Polémica en Buenos Aires por un proyecto que busca gravar "los gases" del ganado
Un proyecto de ley para crear una tasa que grave las emisiones de metano del ganado desató un fuerte enfrentamiento entre la diputada Lucía Lorena Klug y las entidades rurales y causó un intenso revuelo en redes socialesUn proyecto de ley presentado en la provincia de Buenos Aires desató una intensa controversia política, productiva y social al proponer la creación de una tasa que grave las emisiones de metano provenientes del ganado. Popularizada en redes sociales como el “impuesto a los pedos de las vacas”, la iniciativa generó un fuerte cruce entre su impulsora, la diputada Lucía Lorena Klug (Unión por la Patria), y las entidades del sector agropecuario.
El origen del debate: la Tasa Ambiental sobre el Metano Bonaerense (TAMBA)
Klug presentó la creación de la TAMBA, un tributo destinado a compensar y mitigar el impacto ambiental de las emisiones de metano generadas por la actividad ganadera. El proyecto se basa en estudios que señalan que las vacas, como rumiantes, producen metano durante la fermentación entérica, un proceso digestivo que libera este gas —un potente gas de efecto invernadero— principalmente a través de los eructos, y en menor medida por las flatulencias.
El texto legislativo remarca que, aunque el metano permanece menos tiempo en la atmósfera que el dióxido de carbono, su capacidad de retener calor es entre 28 y 34 veces mayor en un horizonte de 100 años. En este marco, sostiene que la ganadería bonaerense es una fuente significativa de estas emisiones y que debe contribuir a políticas de mitigación climática.
La recaudación prevista por la TAMBA se destinaría a financiar acciones vinculadas a la Gestión Integral de Residuos Sólidos Urbanos (GIRSU).

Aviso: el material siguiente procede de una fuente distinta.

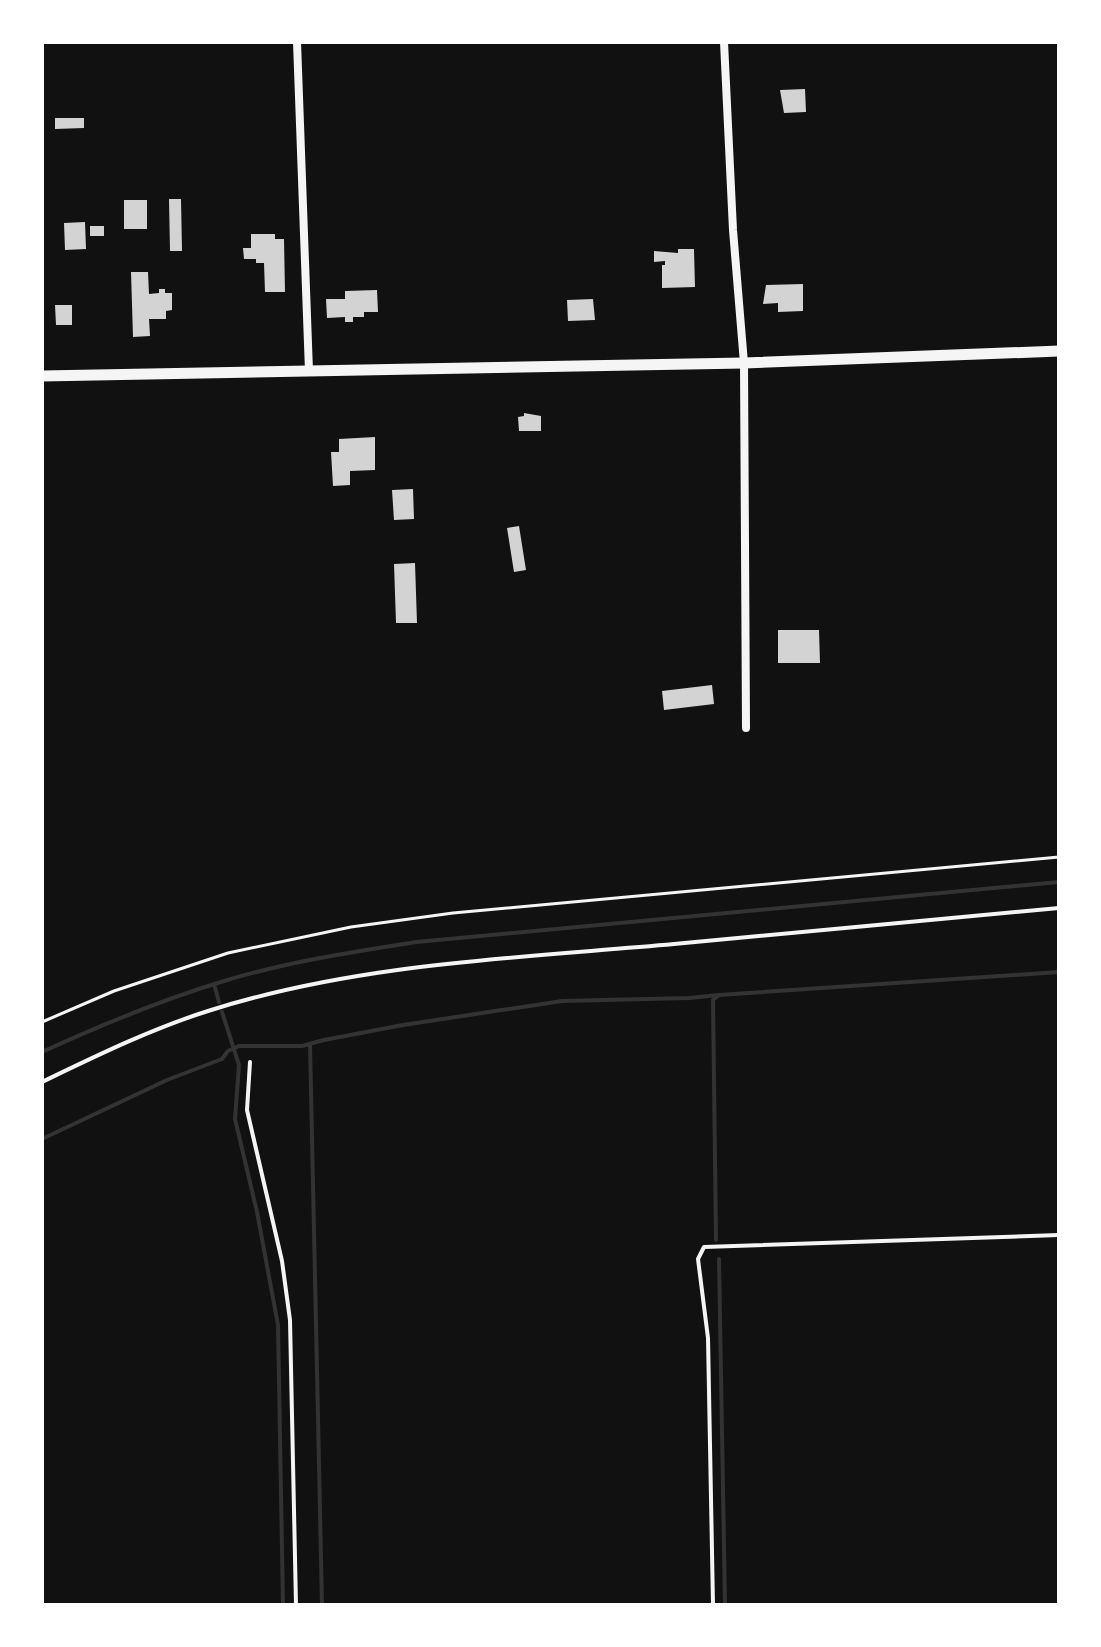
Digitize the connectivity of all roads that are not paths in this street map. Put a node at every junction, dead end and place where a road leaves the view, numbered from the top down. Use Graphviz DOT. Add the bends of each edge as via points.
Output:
graph roads {
  1 [pos="297,42"];
  2 [pos="724,42"];
  3 [pos="1059,351"];
  4 [pos="744,363"];
  5 [pos="309,371"];
  6 [pos="42,376"];
  7 [pos="746,728"];
  8 [pos="1059,908"];
  9 [pos="250,1062"];
  10 [pos="42,1082"];
  11 [pos="1059,1235"];
  12 [pos="296,1605"];
  13 [pos="713,1605"];
  1 -- 5 [label="street"];
  2 -- 4 [label="street"];
  3 -- 4 [label="street"];
  4 -- 5 [label="street"];
  4 -- 7 [label="street"];
  5 -- 6 [label="street"];
  8 -- 10 [label="lane" via="351,977 209,1010"];
  9 -- 12 [label="lane" via="247,1110 290,1320"];
  11 -- 13 [label="lane" via="704,1247 698,1259 708,1338"];
}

Rechazo del sector rural: críticas de CARBAP
La Confederación de Asociaciones Rurales de Buenos Aires y La Pampa (CARBAP) encabezó el rechazo al proyecto, calificándolo como una carga impositiva adicional que afectaría a una actividad clave para la economía argentina. Desde la entidad advierten que el impuesto reducirá la rentabilidad, desalentará la inversión y encarecerá la carne, afectando la competitividad internacional.

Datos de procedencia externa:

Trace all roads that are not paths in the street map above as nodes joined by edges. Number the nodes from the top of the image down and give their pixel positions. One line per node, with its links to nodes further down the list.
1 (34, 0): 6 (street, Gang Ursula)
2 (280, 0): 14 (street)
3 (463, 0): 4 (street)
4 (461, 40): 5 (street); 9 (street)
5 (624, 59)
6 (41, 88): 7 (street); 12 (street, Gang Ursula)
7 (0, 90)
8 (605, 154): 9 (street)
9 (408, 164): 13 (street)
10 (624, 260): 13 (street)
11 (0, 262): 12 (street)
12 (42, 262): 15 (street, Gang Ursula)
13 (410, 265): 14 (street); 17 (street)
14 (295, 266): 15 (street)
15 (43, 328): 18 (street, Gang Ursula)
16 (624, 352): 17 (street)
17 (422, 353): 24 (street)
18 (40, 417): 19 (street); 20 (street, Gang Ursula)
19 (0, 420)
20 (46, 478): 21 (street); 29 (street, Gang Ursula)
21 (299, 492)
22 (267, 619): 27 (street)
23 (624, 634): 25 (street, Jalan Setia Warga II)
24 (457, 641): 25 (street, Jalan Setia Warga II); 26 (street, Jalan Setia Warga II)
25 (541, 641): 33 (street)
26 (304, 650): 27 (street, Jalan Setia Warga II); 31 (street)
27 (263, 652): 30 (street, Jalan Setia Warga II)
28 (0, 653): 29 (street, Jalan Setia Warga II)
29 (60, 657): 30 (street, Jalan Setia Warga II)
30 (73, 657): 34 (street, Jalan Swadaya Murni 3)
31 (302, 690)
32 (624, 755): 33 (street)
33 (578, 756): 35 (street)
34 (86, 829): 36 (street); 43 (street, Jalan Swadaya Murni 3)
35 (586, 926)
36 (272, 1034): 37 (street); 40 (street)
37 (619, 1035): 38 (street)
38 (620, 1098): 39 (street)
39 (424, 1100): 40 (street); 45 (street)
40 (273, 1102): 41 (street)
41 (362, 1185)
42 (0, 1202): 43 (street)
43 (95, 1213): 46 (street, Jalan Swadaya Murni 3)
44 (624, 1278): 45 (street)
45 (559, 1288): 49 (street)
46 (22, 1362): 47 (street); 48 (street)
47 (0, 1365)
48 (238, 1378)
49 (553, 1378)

Uno de los principales cuestionamientos radica en su viabilidad técnica. CARBAP y especialistas sostienen que medir individualmente las emisiones de metano por animal sería extremadamente costoso e impracticable. La iniciativa propone cobrar en función de la cantidad de cabezas de ganado, método que los productores consideran impreciso y que, según afirman, “grava la existencia del animal y no la eficiencia de su manejo”.
Redes sociales y una viralización inesperada
El tema trascendió la discusión legislativa y rápidamente se instaló en redes sociales, donde se convirtió en un fenómeno viral. Sectores libertarios aprovecharon la naturaleza peculiar de la propuesta para ironizar y criticar el rol del Estado, ridiculizando la idea de imponer un tributo sobre funciones biológicas naturales de los animales.
Los mensajes, mayormente en tono de burla, sostienen que el impuesto representa una nueva forma de recaudación sin sentido que terminará en manos de la “casta política”.
Un debate entre lo ambiental y lo económico
La polémica expone un conflicto de fondo que enfrenta objetivos ambientales con realidades económicas: mientras la diputada Klug y sectores ecologistas insisten en que todas las actividades productivas deben asumir el costo de sus emisiones de gases de efecto invernadero, las entidades rurales consideran que la propuesta es inaplicable, injusta y contraproducente.
En este punto de tensión entre la necesidad de políticas de mitigación climática y las limitaciones productivas y fiscales del sector agropecuario, el proyecto TAMBA quedó atrapado entre acusaciones cruzadas, cuestionamientos técnicos y un intenso clima político que promete extender el debate en los próximos días.